Second, only some programs/preferences should be given consideration. What might be a benefit to others isn't as important. Only some people deserve to have rights or their ideas of what the business should be should be catered to.

Third, there are millions of ponies out there waiting to be hardshipped and doing so is going to impact some breeders. Wow, didn't know there were so many little ponies out there. I get calls all the time from "miniature horse" breeders looking, looking, looking, looking for my kind of pony in Miniature size. Funny thing, those folks can't find them as easily as they like. Obviously, I don't have a bunch to hardship. With the exception of one person, none of my "pony" friends are sitting on great big bunches of ponies to hardship ... and even that person with a few only has a few ... not outlandish numbers. Wish I had more... or, any at all! First, so I could take advantage of the sale. But, more importantly, so I could actually help all of the miniature horse folks who contact me ... contact me ... NOT that I go looking for. So, I hope all of those folks with so very, very, very, very many ponies to hardship will get it done and start marketing. Then, I will have some place to point those miniature breeders when they call me. I sure don't know where to tell them to go now.

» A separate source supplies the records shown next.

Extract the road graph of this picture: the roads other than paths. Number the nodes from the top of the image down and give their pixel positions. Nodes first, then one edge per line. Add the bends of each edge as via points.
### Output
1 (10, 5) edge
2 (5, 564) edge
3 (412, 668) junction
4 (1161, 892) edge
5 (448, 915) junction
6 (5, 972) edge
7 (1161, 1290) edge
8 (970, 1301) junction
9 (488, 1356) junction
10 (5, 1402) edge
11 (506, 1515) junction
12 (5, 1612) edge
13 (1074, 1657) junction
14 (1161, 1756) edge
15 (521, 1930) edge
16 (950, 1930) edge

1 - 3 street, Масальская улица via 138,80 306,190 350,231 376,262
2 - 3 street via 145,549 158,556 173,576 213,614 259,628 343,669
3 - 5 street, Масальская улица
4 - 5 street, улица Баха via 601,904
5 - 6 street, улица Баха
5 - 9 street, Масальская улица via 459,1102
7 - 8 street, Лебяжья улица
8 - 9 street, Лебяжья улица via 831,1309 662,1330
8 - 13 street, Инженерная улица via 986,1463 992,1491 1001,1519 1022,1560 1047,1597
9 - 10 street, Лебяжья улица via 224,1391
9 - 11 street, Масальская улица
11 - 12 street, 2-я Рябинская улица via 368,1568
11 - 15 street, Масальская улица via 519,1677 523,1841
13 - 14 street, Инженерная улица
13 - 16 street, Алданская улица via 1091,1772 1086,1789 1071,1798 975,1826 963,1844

Fourth, although the majority of the people here who have posted about being being thankful for this sale have AMHA horses and are more "miniature" focused, this is all still some sort of dastardly plot by the evil pony-owning board members. The fact that business is down is of no concern. The fact that some portions of registry business has been dropping steadily for several years is of no concern. Thankfully, at least some portions of the business have been holding beautifully steady for dozens & dozens of years. I don't see any incentives being given to those long-termers.

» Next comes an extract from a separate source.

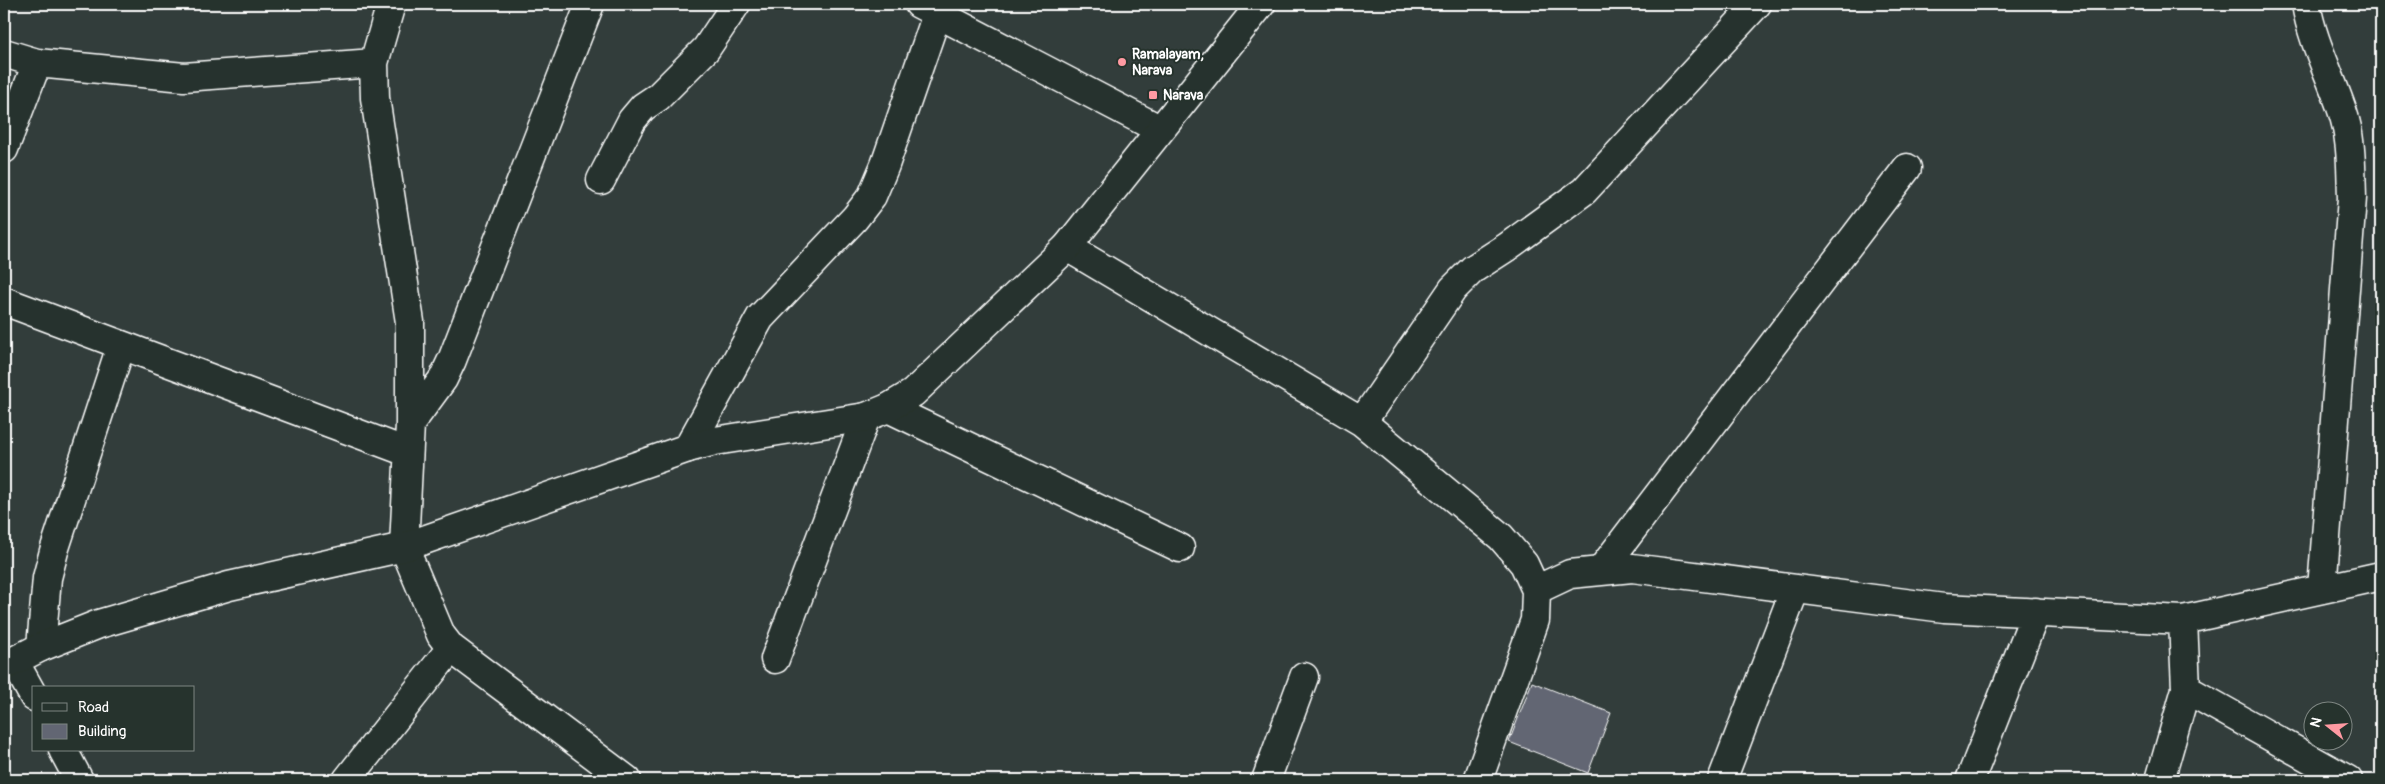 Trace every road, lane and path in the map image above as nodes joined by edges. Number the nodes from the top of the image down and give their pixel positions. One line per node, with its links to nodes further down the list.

Fifth, our rulebook is clearly too complicated. Many people clearly don't have a good concept of the ASPC/AMHR/ASPR/NSPR's entire business.


----------



## ahrobertspony (Nov 21, 2011)

Oh ... and a helpful point of history...

Interested in a foundation or heritage division for Miniatures? GREAT! I hope you actually get up and do something about it. If no one does, then I guess the talk was just lip service and no one was really serious. Several have referenced the ASPC's Foundation division in this thread. The pony Foundation division is not that old; it was passed early in the 2000s. Therefore, I would HOPE that some of you might actually remember how it came to be, but I doubt it. The board didn't just magically put it into place and say "poof, hear ya go." An individual worked diligently to lay the ground work. Then, a committee oversaw its creation. It was a LOT of work and it happened over months and months. It was more than just talk. A plan was made, it was worked on over time and detailed rules/regulations were agreed upon in committee. Then ... and ONLY then ... was the ASPC's Foundation option presented.

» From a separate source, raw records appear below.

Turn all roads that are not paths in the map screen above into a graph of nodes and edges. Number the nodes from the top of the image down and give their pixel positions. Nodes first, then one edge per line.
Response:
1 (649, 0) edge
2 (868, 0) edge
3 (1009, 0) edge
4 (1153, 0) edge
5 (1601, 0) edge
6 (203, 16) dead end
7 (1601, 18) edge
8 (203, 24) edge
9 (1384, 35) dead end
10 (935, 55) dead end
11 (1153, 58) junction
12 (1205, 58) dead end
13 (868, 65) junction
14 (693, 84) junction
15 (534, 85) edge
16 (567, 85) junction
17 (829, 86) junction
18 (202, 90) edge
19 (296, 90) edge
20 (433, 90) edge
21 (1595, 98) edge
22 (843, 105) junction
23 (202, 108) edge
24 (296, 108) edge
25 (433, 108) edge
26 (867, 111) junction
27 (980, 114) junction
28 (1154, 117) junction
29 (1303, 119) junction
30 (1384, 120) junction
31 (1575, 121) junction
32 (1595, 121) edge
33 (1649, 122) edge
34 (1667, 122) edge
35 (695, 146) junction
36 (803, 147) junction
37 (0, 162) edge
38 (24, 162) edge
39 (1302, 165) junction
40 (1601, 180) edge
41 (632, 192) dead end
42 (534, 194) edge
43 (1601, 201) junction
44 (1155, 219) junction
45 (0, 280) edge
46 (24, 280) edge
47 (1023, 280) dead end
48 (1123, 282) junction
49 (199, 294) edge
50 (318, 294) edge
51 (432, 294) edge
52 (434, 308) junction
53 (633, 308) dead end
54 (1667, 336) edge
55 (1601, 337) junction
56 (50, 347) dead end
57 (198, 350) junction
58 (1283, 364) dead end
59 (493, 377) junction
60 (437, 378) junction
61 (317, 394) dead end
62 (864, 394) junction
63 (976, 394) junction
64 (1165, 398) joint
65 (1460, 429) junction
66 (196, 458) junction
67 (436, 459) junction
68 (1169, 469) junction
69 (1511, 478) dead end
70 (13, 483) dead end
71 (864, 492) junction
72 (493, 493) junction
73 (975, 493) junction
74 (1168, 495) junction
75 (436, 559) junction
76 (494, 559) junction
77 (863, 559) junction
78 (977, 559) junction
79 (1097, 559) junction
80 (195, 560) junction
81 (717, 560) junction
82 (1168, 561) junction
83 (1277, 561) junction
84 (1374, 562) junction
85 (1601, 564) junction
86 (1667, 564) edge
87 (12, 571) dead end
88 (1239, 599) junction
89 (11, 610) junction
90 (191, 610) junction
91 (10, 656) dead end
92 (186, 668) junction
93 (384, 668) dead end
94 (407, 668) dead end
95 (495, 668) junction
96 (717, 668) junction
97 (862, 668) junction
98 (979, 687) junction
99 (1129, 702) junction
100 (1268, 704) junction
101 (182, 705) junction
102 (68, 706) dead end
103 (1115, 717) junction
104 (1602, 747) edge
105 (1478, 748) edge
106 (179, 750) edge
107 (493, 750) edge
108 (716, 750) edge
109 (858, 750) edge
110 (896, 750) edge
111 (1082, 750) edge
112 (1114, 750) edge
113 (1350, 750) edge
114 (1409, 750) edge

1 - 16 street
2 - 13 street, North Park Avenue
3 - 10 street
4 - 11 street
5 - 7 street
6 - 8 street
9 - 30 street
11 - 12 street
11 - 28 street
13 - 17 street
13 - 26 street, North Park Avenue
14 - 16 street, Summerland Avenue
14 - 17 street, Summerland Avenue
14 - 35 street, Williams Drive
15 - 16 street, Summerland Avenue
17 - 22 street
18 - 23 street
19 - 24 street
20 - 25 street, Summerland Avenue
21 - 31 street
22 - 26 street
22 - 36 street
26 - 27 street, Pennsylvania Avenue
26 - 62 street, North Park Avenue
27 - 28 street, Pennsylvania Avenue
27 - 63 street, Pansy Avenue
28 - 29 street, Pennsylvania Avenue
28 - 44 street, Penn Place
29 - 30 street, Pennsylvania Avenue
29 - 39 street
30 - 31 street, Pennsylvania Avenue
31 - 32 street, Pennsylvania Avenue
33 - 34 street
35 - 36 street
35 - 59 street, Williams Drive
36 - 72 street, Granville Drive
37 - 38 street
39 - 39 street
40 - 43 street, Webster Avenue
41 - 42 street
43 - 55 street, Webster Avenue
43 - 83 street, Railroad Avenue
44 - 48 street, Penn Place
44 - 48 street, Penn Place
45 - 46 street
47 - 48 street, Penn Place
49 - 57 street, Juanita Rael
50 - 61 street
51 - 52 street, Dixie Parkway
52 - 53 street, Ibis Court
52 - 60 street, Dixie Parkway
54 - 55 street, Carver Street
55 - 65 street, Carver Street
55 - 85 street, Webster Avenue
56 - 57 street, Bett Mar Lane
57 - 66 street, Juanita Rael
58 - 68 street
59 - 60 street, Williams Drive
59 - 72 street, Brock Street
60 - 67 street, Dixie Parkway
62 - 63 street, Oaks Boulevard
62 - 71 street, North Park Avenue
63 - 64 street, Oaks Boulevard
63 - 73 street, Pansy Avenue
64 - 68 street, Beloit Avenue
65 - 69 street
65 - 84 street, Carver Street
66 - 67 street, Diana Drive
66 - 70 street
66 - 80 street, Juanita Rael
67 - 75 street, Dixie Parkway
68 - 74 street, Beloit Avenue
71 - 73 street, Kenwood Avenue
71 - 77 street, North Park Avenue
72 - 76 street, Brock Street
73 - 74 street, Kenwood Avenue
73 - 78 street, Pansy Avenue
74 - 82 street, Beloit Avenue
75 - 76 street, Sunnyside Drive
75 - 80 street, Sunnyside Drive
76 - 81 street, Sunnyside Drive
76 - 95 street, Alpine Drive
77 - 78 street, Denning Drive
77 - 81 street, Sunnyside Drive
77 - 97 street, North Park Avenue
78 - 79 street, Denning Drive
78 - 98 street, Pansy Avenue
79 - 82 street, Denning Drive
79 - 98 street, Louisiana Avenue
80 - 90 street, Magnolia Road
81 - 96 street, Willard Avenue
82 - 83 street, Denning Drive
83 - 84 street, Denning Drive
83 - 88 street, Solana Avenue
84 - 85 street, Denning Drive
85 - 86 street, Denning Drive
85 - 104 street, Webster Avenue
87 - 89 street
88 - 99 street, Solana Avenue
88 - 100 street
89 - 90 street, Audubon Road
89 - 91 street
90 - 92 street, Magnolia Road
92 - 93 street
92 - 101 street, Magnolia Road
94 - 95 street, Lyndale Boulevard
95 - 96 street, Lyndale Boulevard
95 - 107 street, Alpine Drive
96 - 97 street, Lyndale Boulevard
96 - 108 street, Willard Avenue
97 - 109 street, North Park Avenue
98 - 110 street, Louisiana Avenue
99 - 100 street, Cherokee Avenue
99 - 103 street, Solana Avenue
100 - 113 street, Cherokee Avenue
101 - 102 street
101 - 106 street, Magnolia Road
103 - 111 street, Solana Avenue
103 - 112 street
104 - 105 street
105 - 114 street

If you want something like that for Miniatures, then get busy. No one is going to magically do it for you. It takes the work of committed individuals.

Are you committed?

Time will tell.


----------



## Field-of-Dreams (Nov 21, 2011)

Amy!!!








We have one pony to hardship, an ASPC gelding. We intended on hardshipping him when we had the extra $$ anyway.


----------



## Minimor (Nov 21, 2011)

Great posts Amy!

Actually, I never got around to saying it earlier, but I do have one ASPC pony, a coming 3 year old stallion, that will be hardshipped in 2012 assuming he still measures in when the time comes. I was going to do his hardship measurement anyway, but wasn't sure I'd be able to justify paying $400 to get his R papers....of course that was before I knew how valuable those R papers are...




...so now if he does measure in I will hardship him in right away. At $200 it is worth it to me. And if it turns out that he measures a 1/2" over, oh well, I did buy him to be a pony and his ASPC papers are what I value the most.

Was just thinking while I was cleaning the barn tonight--didn't a few people comment earlier on that they wish AMHA would reduce their hardship fees as well, because that would be good business for AMHA? I'll have to go back and check that. In any case, I guess everyone has their own idea of what makes good business.


----------



## Sandee (Nov 21, 2011)

Amy, and if you find a way to shrink any of your ponies like your mare that won Liberty......oooo, let me know! Love those high steppers.


----------



## Leeana (Nov 22, 2011)

I have never really tried for AMHR/ASPC ponies - as most all except for a few of my ponies are ASPC and 42+ ponies. But I do have two that I intend to hardship into AMHR this Spring, but the sale makes do difference - I planned to hardship them R anyway, sure can find something nice to do with the extra cash I will save now



.

LaVerne, I can almost relate with you (almost)....it really does sting when I hear someone say they are "just" ASPC.....as the only "just" is that they are "just" a bit bigger. Which I like, and that is fine by me. But I guess it doesnt matter what you call them, they are what they are no matter the national title, no matter if its a HOF Superior Sire or HOF Superior Dam or AMHR or AMHA or ASPC or AMHR/ASPC or AMHA/AMHR or AMHA/AMHR/ASPC or ASPR/AHHS...if its a good horse and bred right, its still a darn good horse..(pony)...Titles and Papers don't change the horse, just the value.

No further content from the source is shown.